## What to produce
Set down a true copy of the data, with all pictures left out.

Dataset entries:

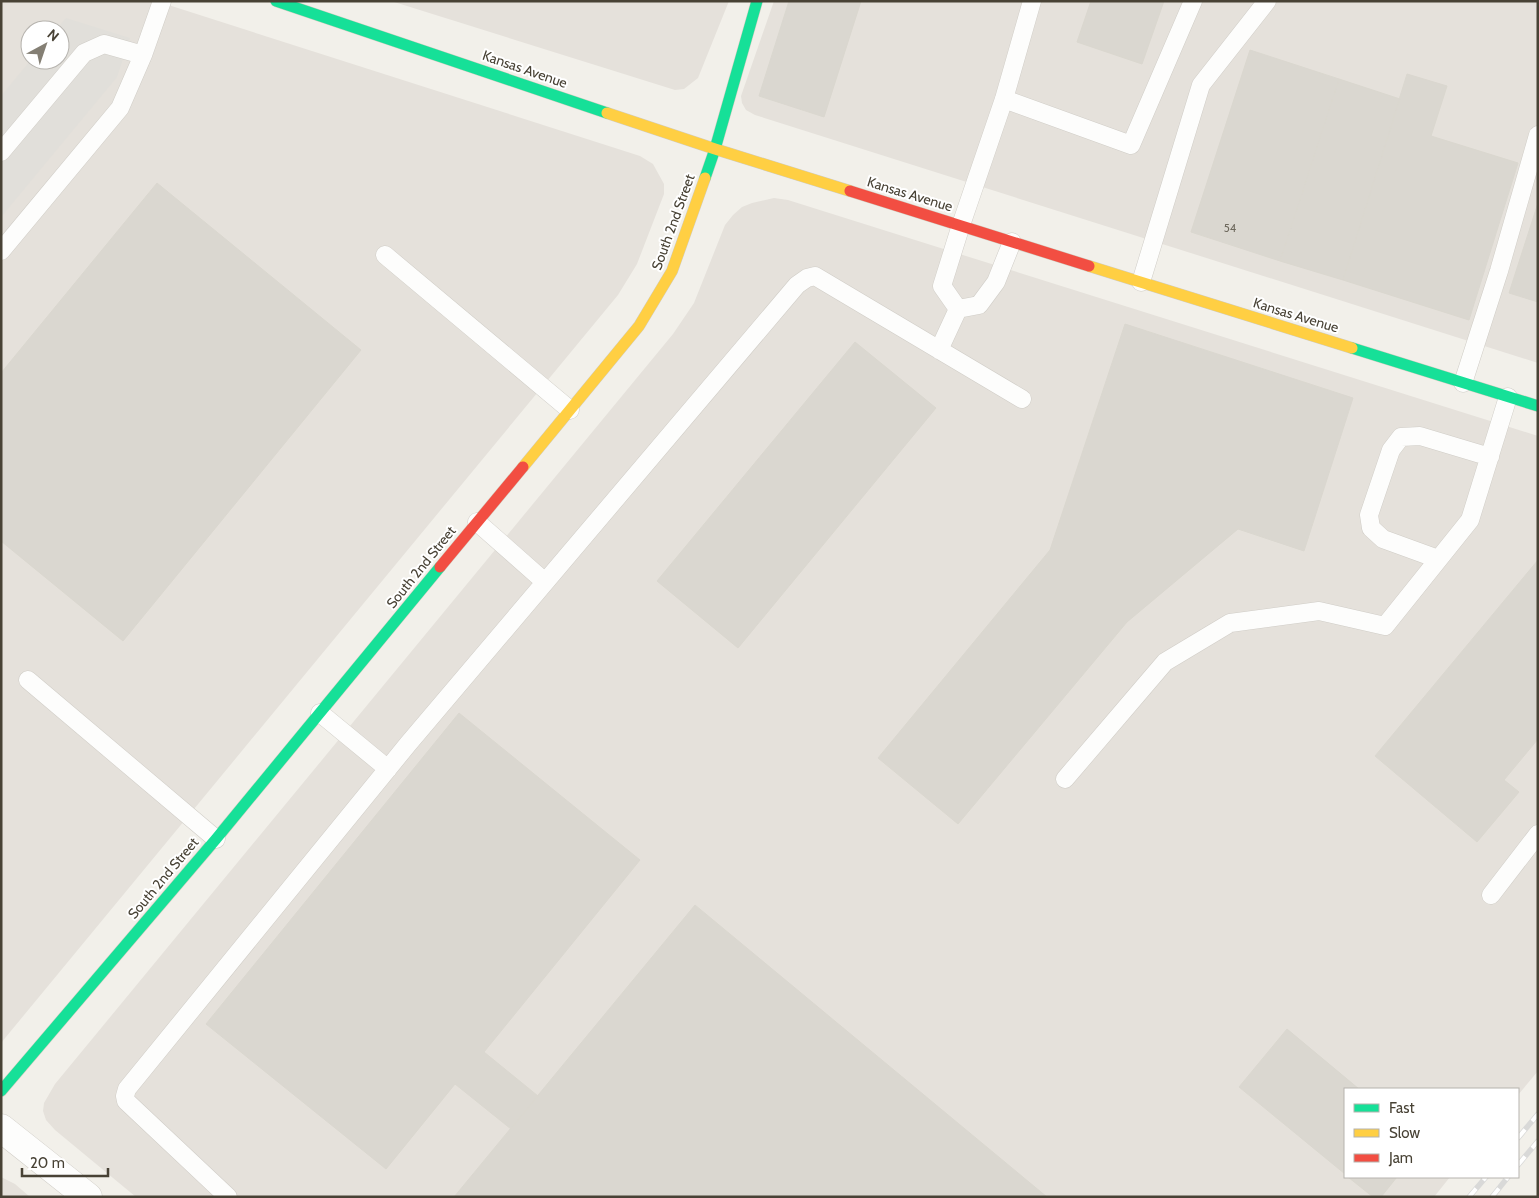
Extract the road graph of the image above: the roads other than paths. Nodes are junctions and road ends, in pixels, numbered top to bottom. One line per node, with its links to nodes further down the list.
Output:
1 (162, 1): 7 (lane)
2 (756, 1): 10 (street, South 2nd Street)
3 (1032, 1): 8 (lane)
4 (1193, 1): 8 (lane)
5 (1267, 1): 16 (lane)
6 (288, 3): 10 (street, Kansas Avenue)
7 (143, 55): 11 (lane); 14 (lane)
8 (1004, 99): 12 (lane)
9 (1538, 135): 19 (lane)
10 (715, 149): 12 (street, Kansas Avenue); 23 (street, South 2nd Street)
11 (1, 152)
12 (961, 226): 13 (street, Kansas Avenue); 17 (lane)
13 (1012, 242): 16 (street, Kansas Avenue); 17 (lane)
14 (1, 251)
15 (385, 255): 23 (lane)
16 (1141, 282): 19 (street, Kansas Avenue)
17 (958, 309): 18 (lane)
18 (939, 350): 21 (lane); 27 (lane)
19 (1463, 383): 20 (street, Kansas Avenue)
20 (1508, 397): 22 (street, Kansas Avenue); 24 (lane)
21 (1022, 399)
22 (1538, 406)
23 (570, 410): 25 (street, South 2nd Street)
24 (1490, 457): 26 (lane); 26 (lane)
25 (477, 522): 27 (lane); 29 (street, South 2nd Street)
26 (1438, 559): 31 (lane)
27 (545, 582): 30 (lane)
28 (28, 680): 33 (lane)
29 (320, 714): 30 (lane); 33 (street, South 2nd Street)
30 (388, 768): 38 (lane)
31 (1065, 779)
32 (1538, 834): 34 (lane)
33 (216, 839): 35 (street, South 2nd Street)
34 (1491, 896)
35 (1, 1090)
36 (1, 1128): 37 (street)
37 (88, 1197)
38 (228, 1197)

## Result
Extract the road graph of the image above: the roads other than paths. Nodes are junctions and road ends, in pixels, numbered top to bottom. One line per node, with its links to nodes further down the list.
Output:
1 (162, 1): 7 (lane)
2 (756, 1): 10 (street, South 2nd Street)
3 (1032, 1): 8 (lane)
4 (1193, 1): 8 (lane)
5 (1267, 1): 16 (lane)
6 (288, 3): 10 (street, Kansas Avenue)
7 (143, 55): 11 (lane); 14 (lane)
8 (1004, 99): 12 (lane)
9 (1538, 135): 19 (lane)
10 (715, 149): 12 (street, Kansas Avenue); 23 (street, South 2nd Street)
11 (1, 152)
12 (961, 226): 13 (street, Kansas Avenue); 17 (lane)
13 (1012, 242): 16 (street, Kansas Avenue); 17 (lane)
14 (1, 251)
15 (385, 255): 23 (lane)
16 (1141, 282): 19 (street, Kansas Avenue)
17 (958, 309): 18 (lane)
18 (939, 350): 21 (lane); 27 (lane)
19 (1463, 383): 20 (street, Kansas Avenue)
20 (1508, 397): 22 (street, Kansas Avenue); 24 (lane)
21 (1022, 399)
22 (1538, 406)
23 (570, 410): 25 (street, South 2nd Street)
24 (1490, 457): 26 (lane); 26 (lane)
25 (477, 522): 27 (lane); 29 (street, South 2nd Street)
26 (1438, 559): 31 (lane)
27 (545, 582): 30 (lane)
28 (28, 680): 33 (lane)
29 (320, 714): 30 (lane); 33 (street, South 2nd Street)
30 (388, 768): 38 (lane)
31 (1065, 779)
32 (1538, 834): 34 (lane)
33 (216, 839): 35 (street, South 2nd Street)
34 (1491, 896)
35 (1, 1090)
36 (1, 1128): 37 (street)
37 (88, 1197)
38 (228, 1197)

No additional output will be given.